The UI of KCachegrind is a delight to use and to navigate. Any function in any view can be double clicked to switch the context and the panels and panes are customizable. Also it loads and runs very fast.

Callee Map in KCachegrind Whoa what a view! Although I rarely use the Callee Map when analyzing a profile, I love looking at it. Just like the call graph it has a bunch of options accessible by right clicking the view. It just shows that there are many ways profiling data can be looked at with KCachegrind.

The other tabs have lists of callers and callees both only direct connections and full recursive.

Going deeper

So the last two views I wanted to show off are the source code and machine code views.

Code view in KCachegrind

Unfortunately there is no code highlighting but the source code view is still very useful. The cool thing with having both source code view and machine code view open is that the cursors of the two views are synchronized. So scrolling through the lines in one view scrolls along in the other one. That makes it very easy to see how the compiler optimized our code, what was inlined or reordered. So helpful!

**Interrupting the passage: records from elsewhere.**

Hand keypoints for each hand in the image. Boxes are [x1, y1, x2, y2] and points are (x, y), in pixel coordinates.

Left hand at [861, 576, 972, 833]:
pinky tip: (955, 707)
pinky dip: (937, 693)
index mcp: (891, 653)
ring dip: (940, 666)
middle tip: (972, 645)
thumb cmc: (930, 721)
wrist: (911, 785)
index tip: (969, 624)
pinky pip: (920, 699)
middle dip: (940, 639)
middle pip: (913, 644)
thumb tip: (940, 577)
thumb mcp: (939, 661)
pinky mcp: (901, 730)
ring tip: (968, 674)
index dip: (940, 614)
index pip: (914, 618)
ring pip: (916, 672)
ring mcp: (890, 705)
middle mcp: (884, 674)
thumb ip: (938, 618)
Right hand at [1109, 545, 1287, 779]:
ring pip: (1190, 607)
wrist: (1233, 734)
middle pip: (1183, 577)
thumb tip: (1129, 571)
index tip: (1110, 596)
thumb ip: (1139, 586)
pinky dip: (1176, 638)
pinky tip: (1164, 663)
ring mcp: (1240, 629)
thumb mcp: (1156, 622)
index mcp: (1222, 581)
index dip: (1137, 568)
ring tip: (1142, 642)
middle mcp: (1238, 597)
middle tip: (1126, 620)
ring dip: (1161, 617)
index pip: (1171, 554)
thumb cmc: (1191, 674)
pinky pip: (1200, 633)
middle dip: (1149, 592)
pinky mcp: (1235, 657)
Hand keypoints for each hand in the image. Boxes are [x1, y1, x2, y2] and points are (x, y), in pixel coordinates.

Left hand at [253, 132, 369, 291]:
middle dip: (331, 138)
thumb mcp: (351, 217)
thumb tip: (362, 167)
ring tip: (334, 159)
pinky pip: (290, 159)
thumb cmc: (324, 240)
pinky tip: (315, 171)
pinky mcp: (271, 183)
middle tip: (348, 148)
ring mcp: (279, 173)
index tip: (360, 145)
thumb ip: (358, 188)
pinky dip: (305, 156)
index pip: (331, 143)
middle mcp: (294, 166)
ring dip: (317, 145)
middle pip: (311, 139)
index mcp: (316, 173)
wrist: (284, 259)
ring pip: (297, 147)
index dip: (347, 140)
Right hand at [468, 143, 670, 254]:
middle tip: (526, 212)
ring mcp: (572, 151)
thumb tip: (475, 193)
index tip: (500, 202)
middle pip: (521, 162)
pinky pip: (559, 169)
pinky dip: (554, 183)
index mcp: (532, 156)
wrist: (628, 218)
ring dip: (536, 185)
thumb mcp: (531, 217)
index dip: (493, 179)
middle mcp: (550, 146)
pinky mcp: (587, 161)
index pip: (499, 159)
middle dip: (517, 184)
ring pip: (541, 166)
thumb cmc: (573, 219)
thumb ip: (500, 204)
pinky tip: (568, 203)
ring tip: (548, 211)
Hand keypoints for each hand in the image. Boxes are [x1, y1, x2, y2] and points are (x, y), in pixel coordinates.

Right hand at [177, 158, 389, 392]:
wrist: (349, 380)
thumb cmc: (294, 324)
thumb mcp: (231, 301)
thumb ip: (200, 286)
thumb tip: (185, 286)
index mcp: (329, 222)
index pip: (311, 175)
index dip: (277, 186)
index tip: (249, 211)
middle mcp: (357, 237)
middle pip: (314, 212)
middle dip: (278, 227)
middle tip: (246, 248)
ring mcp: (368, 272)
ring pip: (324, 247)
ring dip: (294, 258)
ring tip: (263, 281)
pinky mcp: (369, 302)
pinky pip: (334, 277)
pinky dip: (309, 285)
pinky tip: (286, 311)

Getting the machine code view up and running on Windows is a bit tricky. First Callgrind needs to be run with the --dump-instr=yes option. Then QCachegrind checks the existence of the file name of the binary so you need to create the same path on Windows on the drive QCachegrind is running as was used when running Callgrind on Linux. Even an empty file having the same name and path as the used executable binary is fine. The last part is the trickiest. KCachegrind uses the native objdump tool to fetch the machine code disassembly. Getting this up and running on Windows would be crazy, I think (probably requires building your own cross compile GCC suite). So I went another route. I created a tiny Windows command line application which all it does, is to call objdump over a PuTTY ssh connection as if it were run locally. Then I placed this Windows application into the QCachegrind directory and named it “objdump.exe”. And TADA, the machine code shows up! Check my other post about command line application tunneling for source and code further explanation.


Now this post has gotten quite long even without any actual advice on how to read the profiler output. But I think just seeing the possibilities coming from a good call graph generator and viewer can be quite eye opening. At least it was for me when I started to use this approach to performance profiling. Maybe in a future post I can get into more detail if I can find a good extractable example in my spare time programming code.